Mestre em História pela Unisinos, Ortolan, nascido em Guaporé, 34 anos atrás, é doutorando sobre o mesmo tema (mulheres na Guerra do Paraguai e os efeitos liberais) na Universidade Federal do Paraná, Estado brasileiro colado ao país vizinho.
Ao falar das mulheres, dos romances, das guerras e dos seus efeitos, Ortolan se perfila entre os que choram o destino guarani. Em tom lamentoso, conta que a população paraguaia, quando se iniciou a guerra, girava em torno de 420 mil a 450 mil habitantes, baseando-se no censo de 1846. Ao terminar a guerra, estima-se uma população em torno de 231 mil paraguaios e 56 mil estrangeiros entre eles, brasileiros que por lá ficaram.
Também houve o caso de mulheres paraguaias que seguiram para o Brasil com militares brasileiros. Confira esta relação do quartel em Humaitá, de 6 outubro de 1870: "[...] A tropa, tendo como destino a Província do Rio Grande do Sul [...], com quatro oficiais e 159 praças, bem como 14 praças presos e 48 mulheres, sendo 28 paraguaias [...]".
E há os casos opostos aos dos 300 casamentos. São as mulheres brasileiras que, capturadas em Mato Grosso (hoje Mato Grosso do Sul), por exemplo, acabaram se instalando e se casando no Paraguai. Ou os casos de mulheres brasileiras que seguiram seus maridos militares e participaram do conflito. Segundo o inglês George Thompson, "as sargentas garantiam a ordem nos acampamentos".

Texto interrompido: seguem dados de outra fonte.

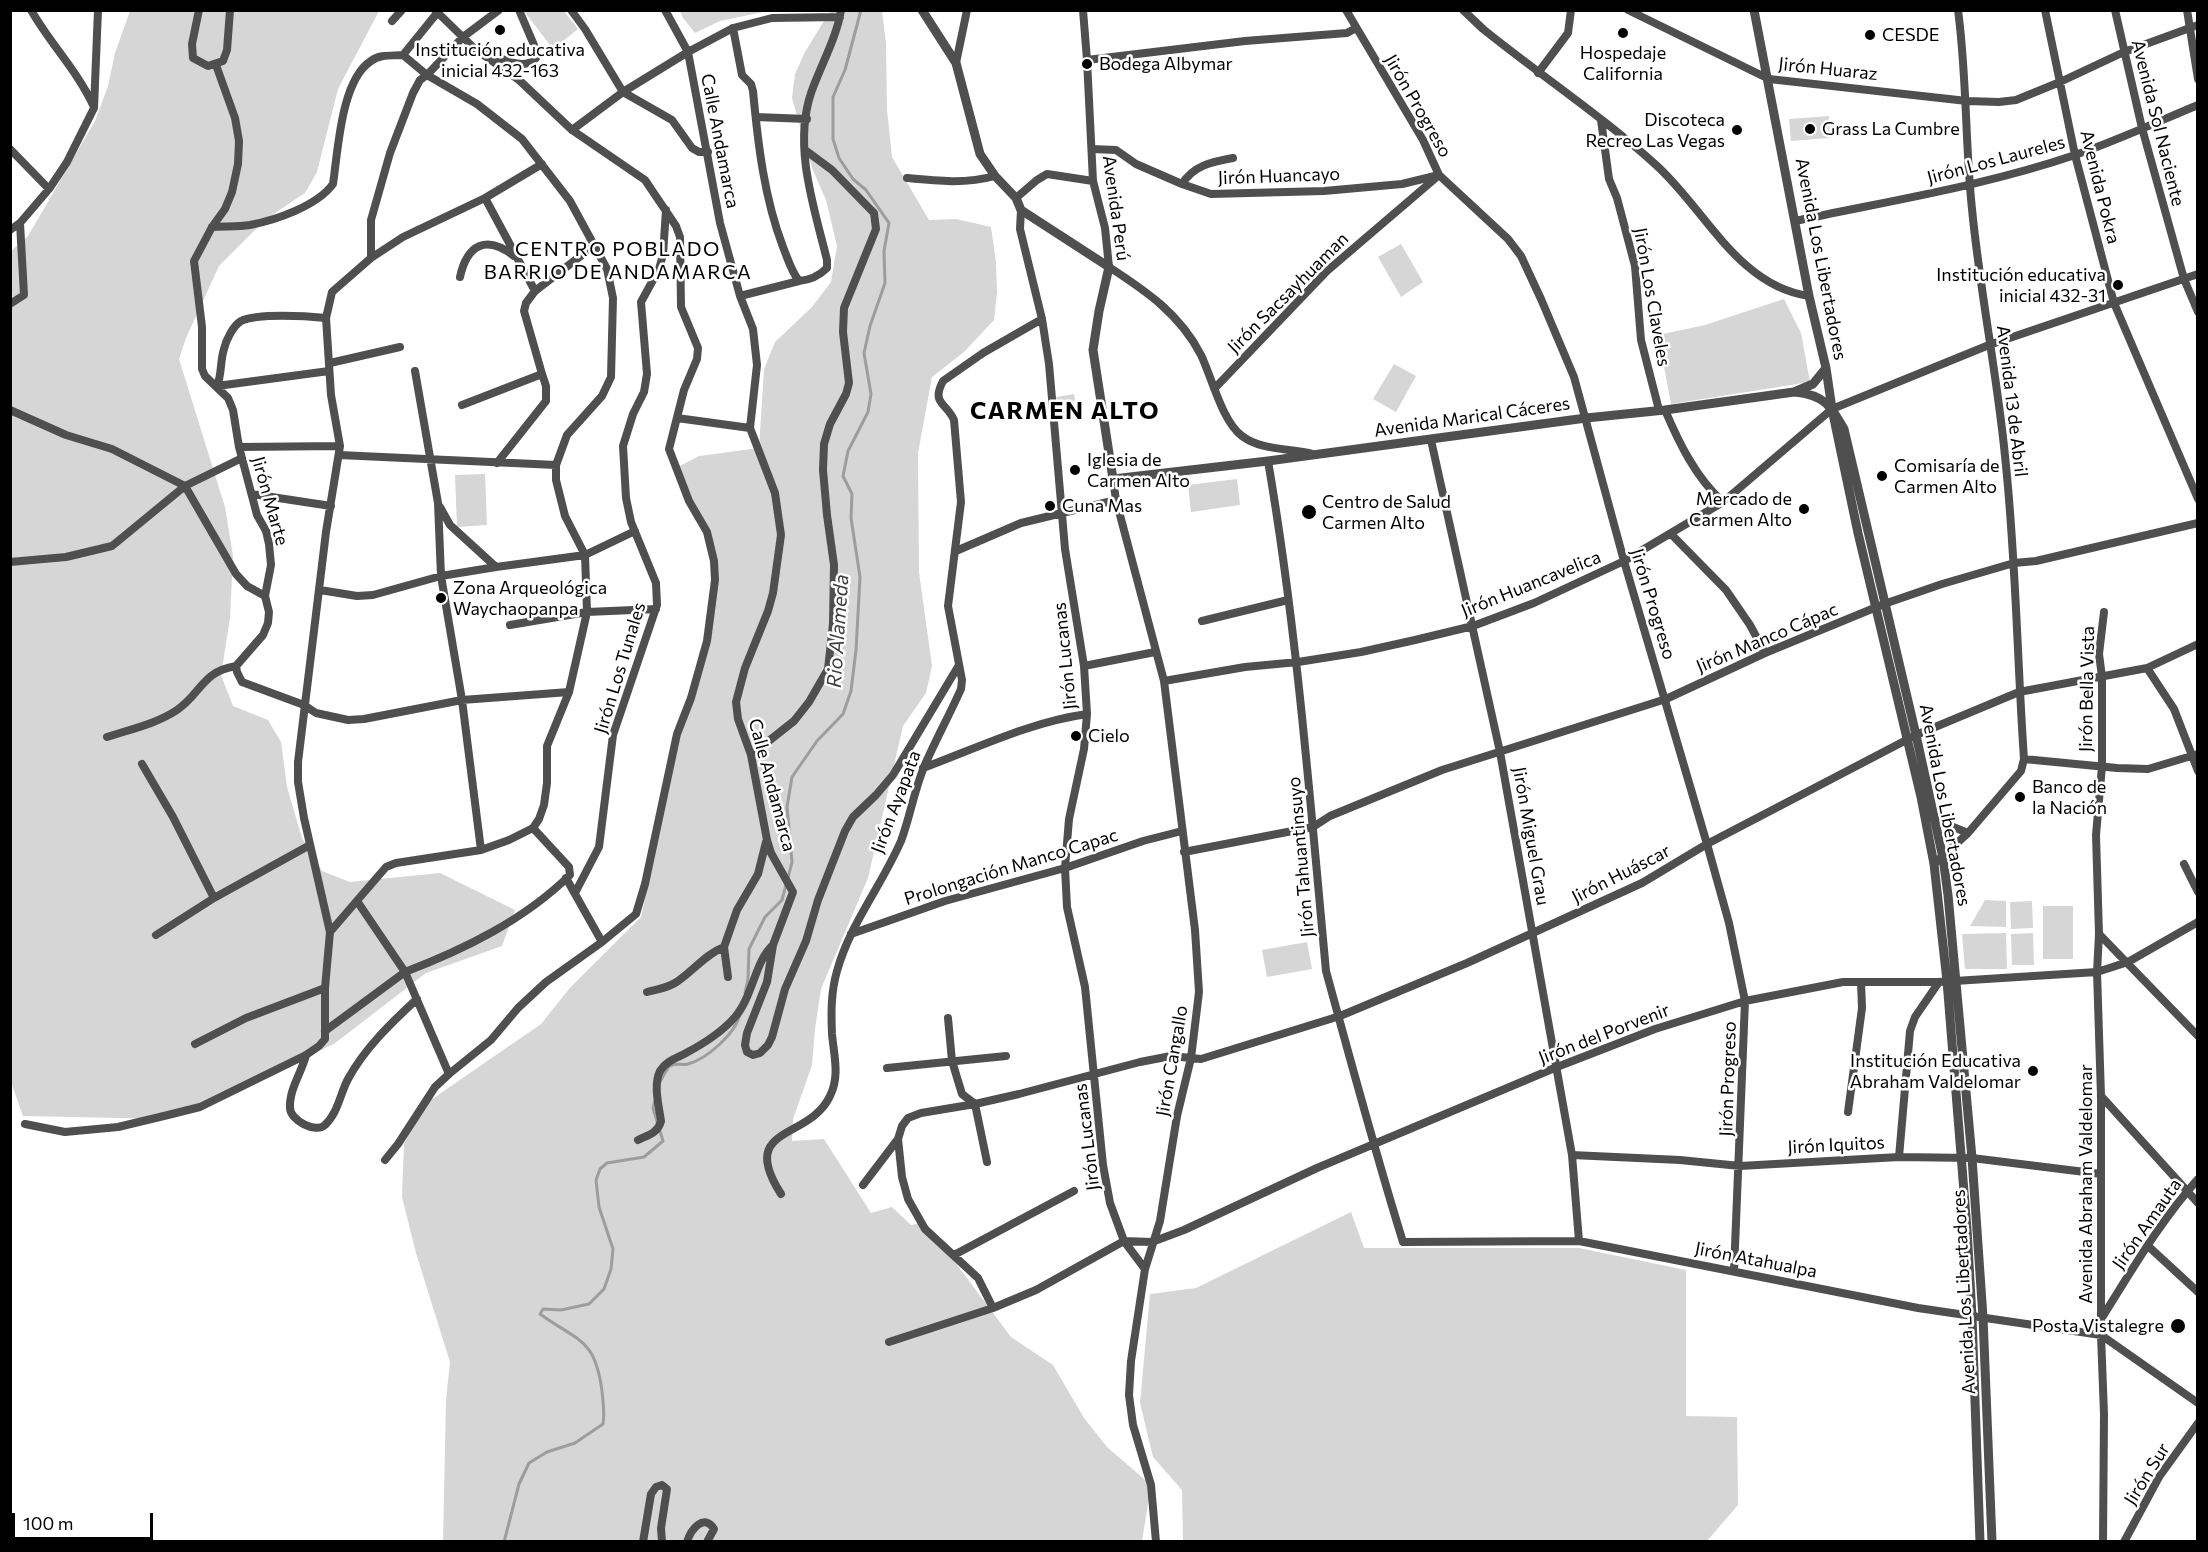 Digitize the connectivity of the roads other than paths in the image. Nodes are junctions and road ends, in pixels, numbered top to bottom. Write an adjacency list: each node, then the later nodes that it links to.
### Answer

Ortolan tenta decifrar o que passava pela mente dos oficiais. Conclui que eles toleravam as mulheres seguindo seus maridos por um motivo, por assim dizer, utilitário:
Anos no campo de batalha exigiriam muito dos soldados.
Há variações no espaço, no tempo e nas diversas formas de ver o mundo para interpretar os fatos da guerra que desgraçou o Paraguai. Para uns, é a Guerra do Paraguai. Para outros, sobretudo os paraguaios, a Guerra da Tríplice Aliança (Brasil, Argentina e Uruguai). No Brasil, durante o regime militar, o evento era visto como positivo para o país. Nos anos 80, essa visão se transformou. As interpretações predominantes indicavam um teor imperialista na atuação brasileira.
Para os paraguaios, não restam dúvidas: a guerra foi o eixo da decadência nacional, foi ela que forjou o atual país estereotipado pela imagem do contrabando, da falcatrua, da falsidade. Solano López é tido pela grande maioria como um herói, e não ditador, como consta nos livros escolares brasileiros, argentinos e uruguaios. A derrota levou o país, até então reconhecido pela independência e pelo pujante desenvolvimento autônomo, ao empobrecimento e ao comércio informal. Dizem os estudiosos locais que não restou alternativa que não a informalidade os paraguaios se tornaram párias do continente.
E, mesmo antes e durante o conflito, o isolamento era o custo da ambição autônoma. A guerra, entre 1864 e 1870, começou quando o Brasil realizou uma intervenção armada no Uruguai. Solano López, o presidente paraguaio, tentou agir como intermediador na disputa, o que o Brasil rechaçou. Então, López invadiu as fronteiras do Brasil (no hoje Mato Grosso do Sul) e da Argentina (em Corrientes). Em 1865, formou-se a Tríplice Aliança (Brasil, Argentina e Uruguai) para combater López, e a guerra só acabou com sua morte, em março de 1870. Mais de 1 milhão de pessoas padeceram nos cruentos confrontos.
Ortolan conta que, no pós-guerra, as forças brasileiras de ocupação ficaram até 1876 no país derrotado, o que provocou os centenas de casamentos. Em 1872, dos 55.796 estrangeiros no Paraguai, 30 mil eram soldados. Muitos estrangeiros que chegaram no imediato pós-guerra, vivandeiros especialmente, ficavam "escorados" nas forças de ocupação, para fins de abastecimento. Devido às péssimas condições do país, muitos retornaram com elas mas não todos.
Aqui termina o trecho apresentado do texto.